Hiroshima and Nagasaki were horrifying and historically decisive, but they came at the end of a conventional war. They show us something terrible and important, but they do not amount to what doctrine later came to imagine as nuclear war.
In that sense, humanity has spent decades living under the structure of nuclear war without ever really entering the thing that is constantly being modeled, theorized, and threatened.
That creates an obvious question. If we are going to have a theory of Nuclear Weapons Corpus, what good does it do us?
My answer is that a theory like this has to lead somewhere practical. It has to make possible a form of entry into the same level of modeled reality where governments, militaries, and the broader military-industrial world have already been operating for decades.

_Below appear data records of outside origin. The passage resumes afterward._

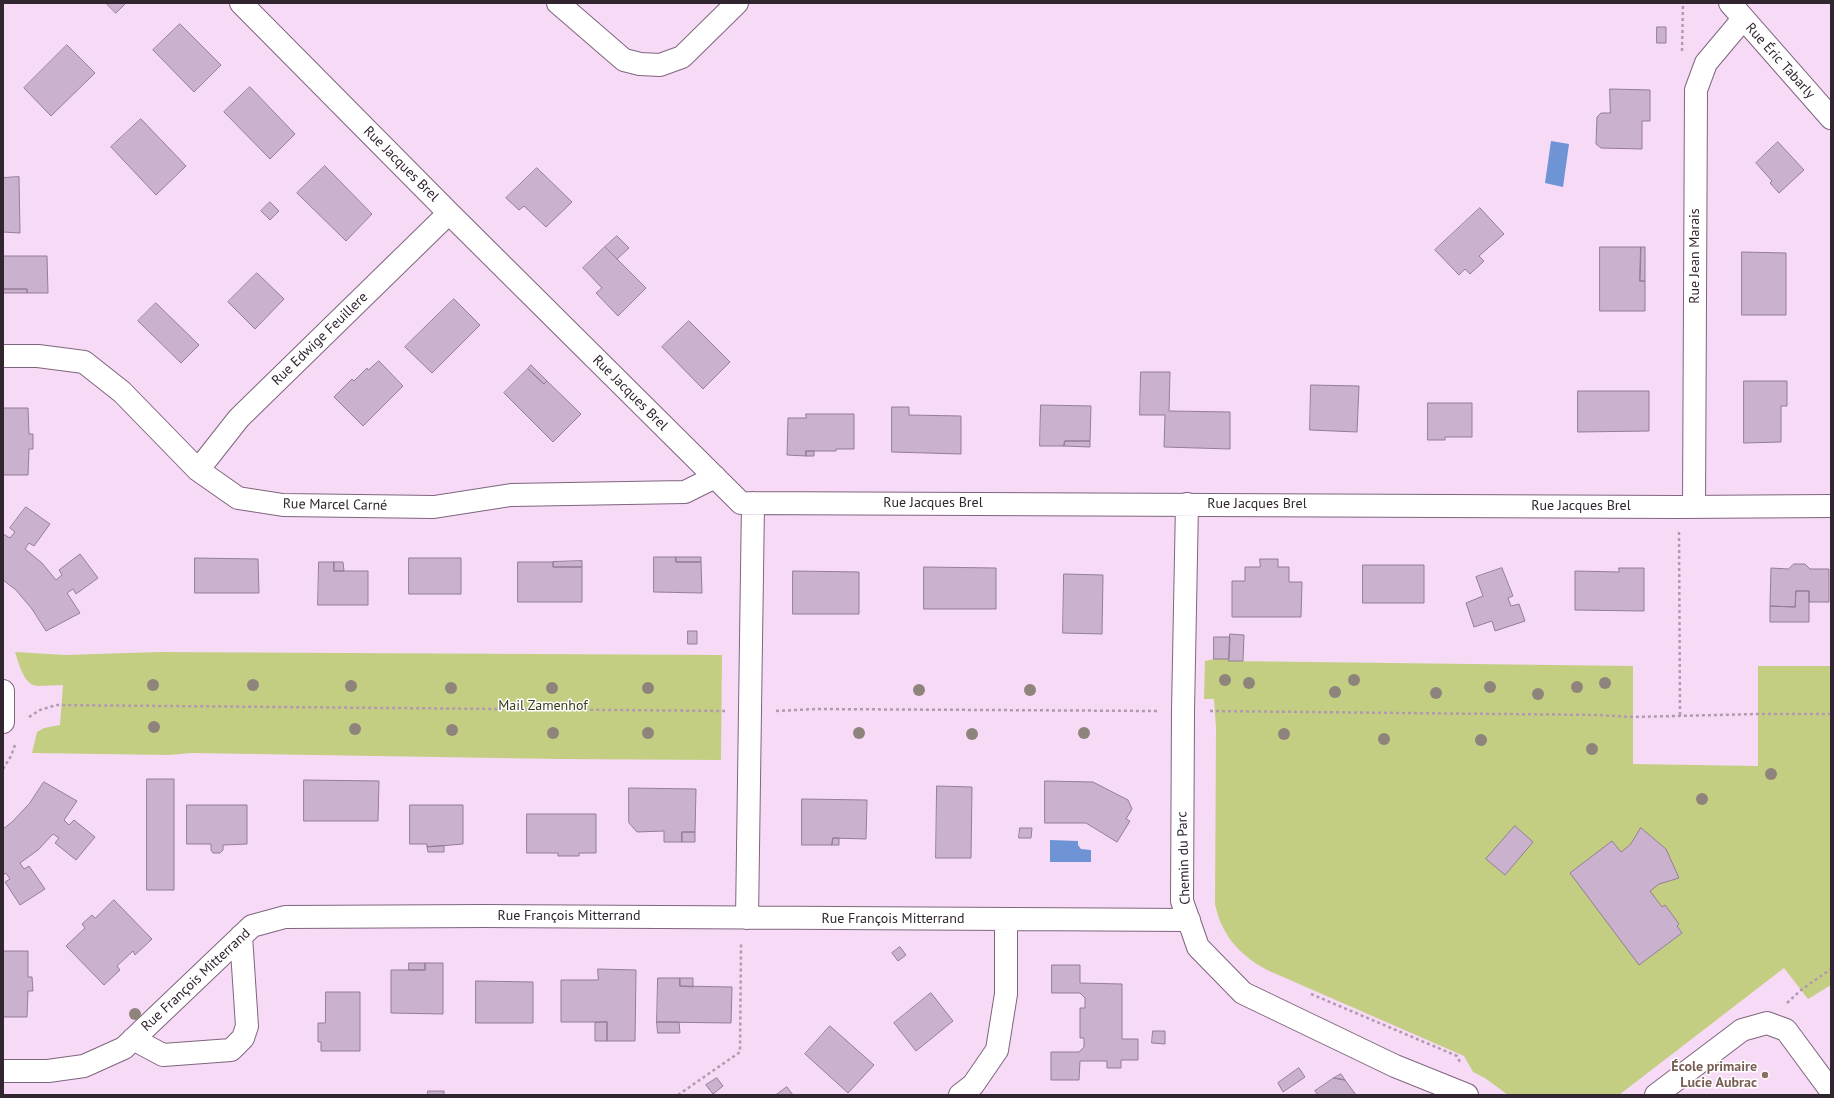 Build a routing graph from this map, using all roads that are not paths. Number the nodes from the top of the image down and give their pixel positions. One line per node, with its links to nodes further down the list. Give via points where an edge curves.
1 (241, 3): 6 (street, Rue Jacques Brel)
2 (558, 3): 3 (street, via 624,60 660,65 682,57)
3 (737, 3)
4 (1736, 11): 5 (street, Rue Éric Tabarly); 13 (street, Rue Jean Marais, via 1706,64 1696,90)
5 (1831, 118)
6 (449, 213): 8 (street, Rue Edwige Feuillere, via 239,418); 9 (street, Rue Jacques Brel)
7 (3, 356): 8 (street, Rue Marcel Carné, via 38,356 84,362 122,392)
8 (198, 470): 9 (street, Rue Marcel Carné, via 238,498 283,505 434,507 511,495 685,492)
9 (715, 477): 10 (street, Rue Jacques Brel, via 741,503)
10 (753, 503): 11 (street, Rue Jacques Brel); 16 (street)
11 (1187, 504): 13 (street, Rue Jacques Brel); 18 (street, Chemin du Parc, via 1182,901)
12 (1831, 506): 13 (street, Rue Jacques Brel)
13 (1694, 507)
14 (3, 692): 15 (street)
15 (3, 722)
16 (747, 918): 17 (street, Rue François Mitterrand); 19 (street, Rue François Mitterrand, via 285,917 252,926)
17 (1006, 919): 18 (street, Rue François Mitterrand); 24 (street, via 1006,994 997,1050 973,1085)
18 (1189, 920): 23 (street, Chemin du Parc, via 1198,947 1243,993 1395,1066)
19 (241, 936): 20 (street, Rue François Mitterrand); 20 (street, via 247,1026 243,1038 232,1050 163,1055)
20 (134, 1039): 21 (street, Rue François Mitterrand, via 124,1048 84,1066 48,1071)
21 (3, 1071)
22 (1831, 1091): 25 (street, via 1786,1030 1767,1023 1742,1030)
23 (1463, 1093)
24 (960, 1095)
25 (1656, 1095) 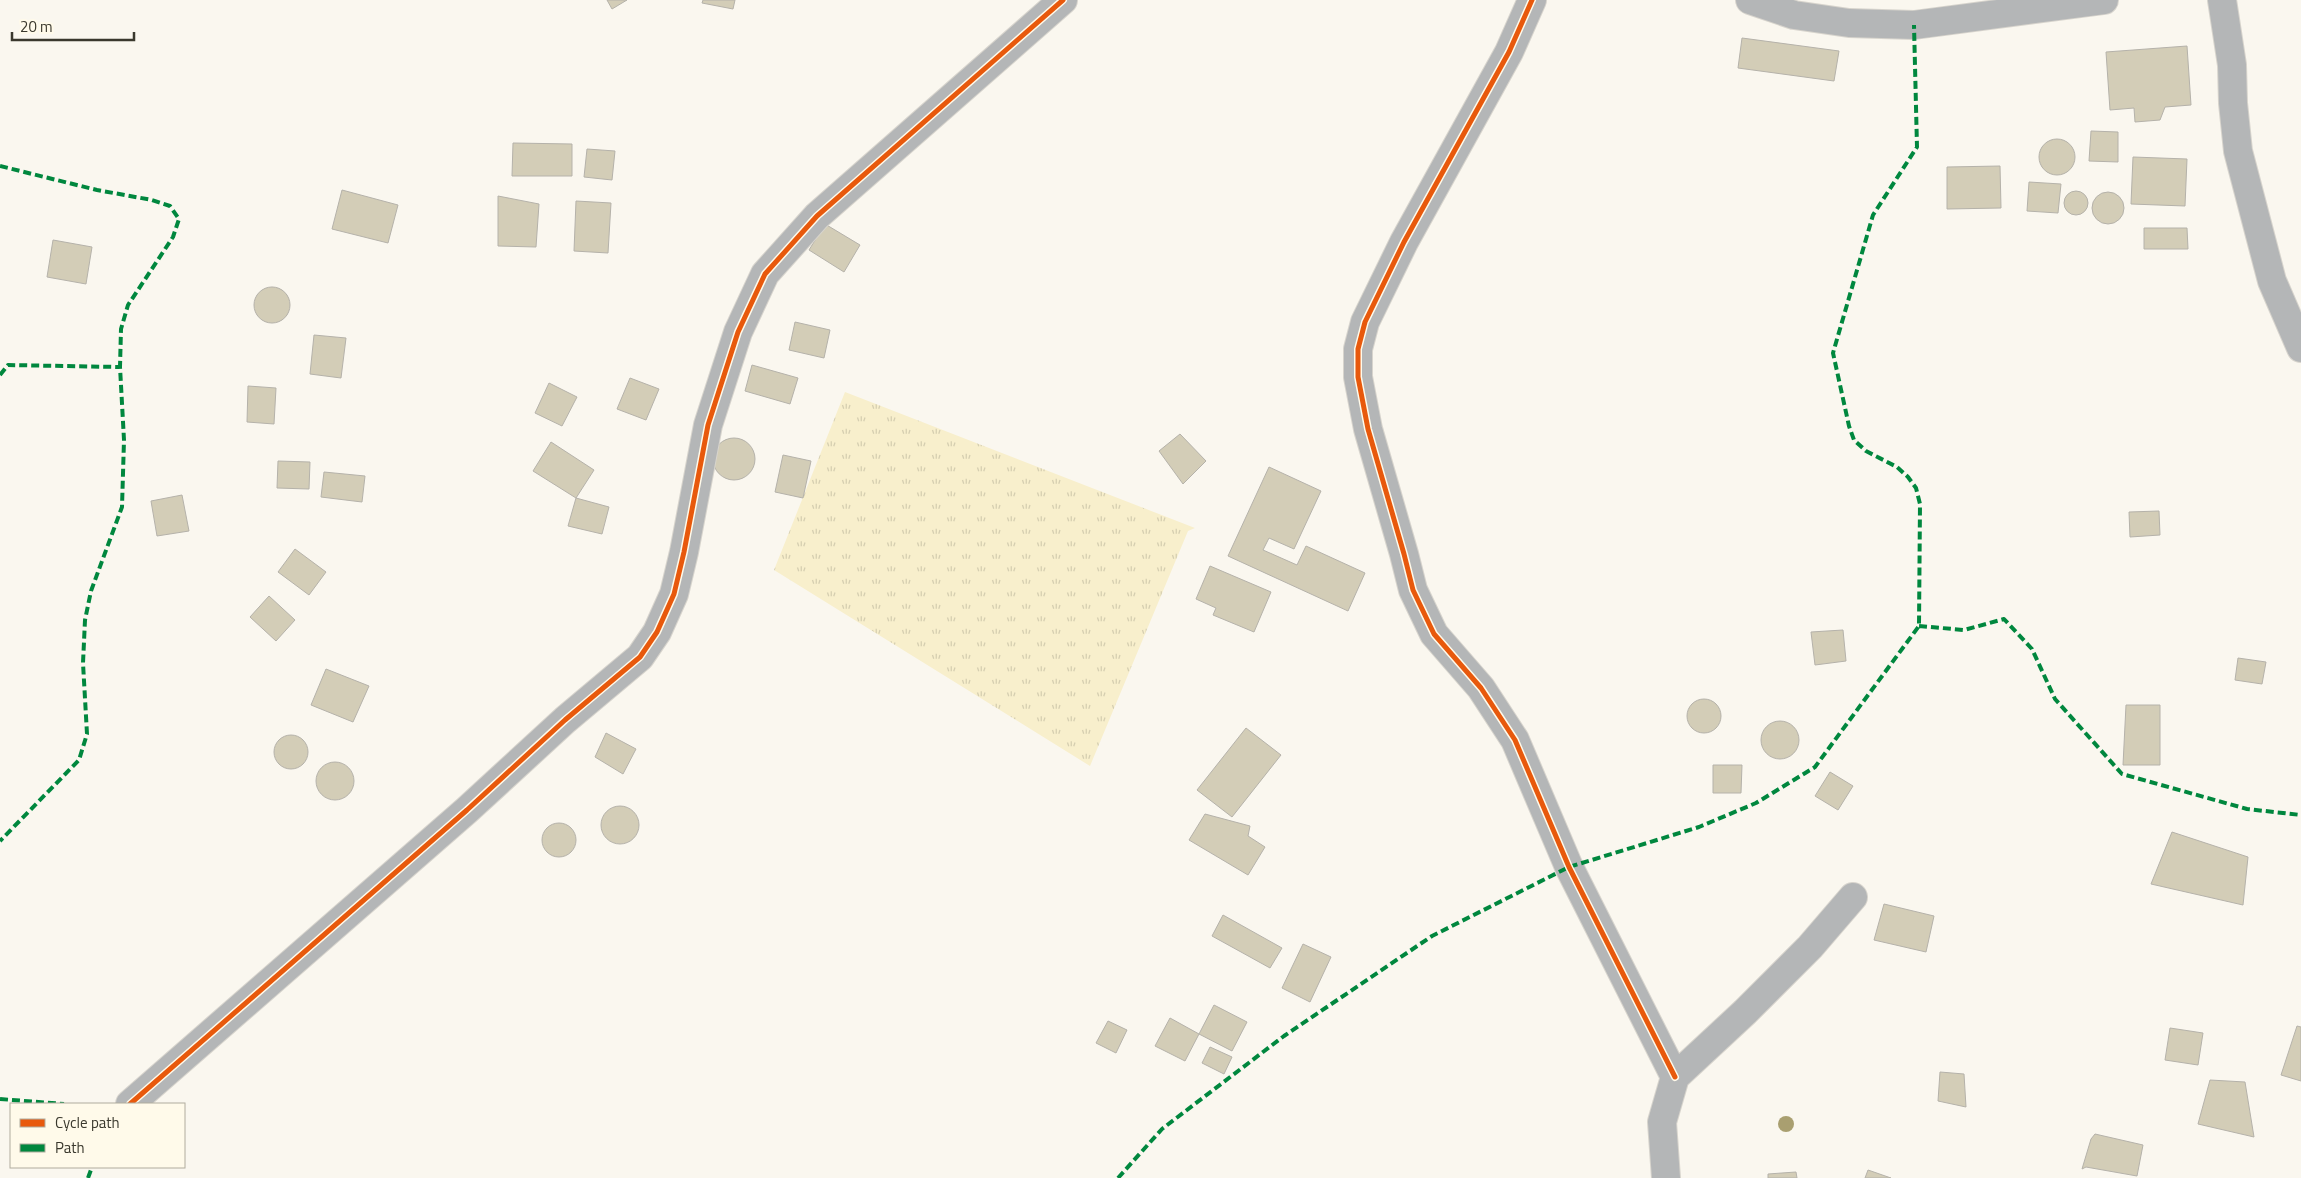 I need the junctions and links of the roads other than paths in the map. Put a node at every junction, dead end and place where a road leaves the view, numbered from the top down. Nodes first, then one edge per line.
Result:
1 (1063, 0) edge
2 (1532, 0) edge
3 (1750, 0) edge
4 (2098, 0) edge
5 (2222, 0) edge
6 (2301, 348) edge
7 (1854, 897) dead end
8 (1675, 1077) junction
9 (131, 1103) edge
10 (1666, 1178) edge

1 - 9 street
2 - 8 street
3 - 4 street
5 - 6 street
7 - 8 street
8 - 10 street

The official world already lives inside scenarios, simulations, strategic abstractions, and game-theory assumptions about the future. That is part of how it thinks. That is part of how it acts. It does not merely describe a possible nuclear future; it rehearses one.
If that is true, then ordinary people need some way to enter that level of play themselves, not in order to imitate the government, but in order to stop being excluded from the mental space where the future is already being staged.
That is where N-LARPS comes in.
N-LARPS stands for Nuclearistic Live Action Role Playing. The idea is simple: if the system is already operating through scripts, scenarios, symbolic positioning, and future-modeling, then one answer is to build forms in which people can begin operating at that same level themselves.
In other words, if the military-industrial world has been playing out its version of the nuclear future for decades, then other people need a way to enter the field with a different mentality and a different aim.
KardtricK is one of the first N-LARPS in that sense.
It gives people a structured way to enter symbolic and strategic play through an ordinary deck of cards. It trains memory, dreaming, association, and long-range imaginative thinking. It creates a small portable theater in which another relation to the nuclear condition can begin to form.
But for me this did not begin with KardtricK.
My first N-LARP was back in 1986, when I started the Save Madonna from Nuclear War, Inc. movement.
That was already a live-action intervention into the nuclear narrative. It took a subject people thought belonged to experts, officials, and apocalyptic abstractions, and moved it into public symbolic space in another form. Looking back, I would say that was an early example of the same underlying move.
N-LARPS is the broader name for that move. KardtricK is one developed form of it.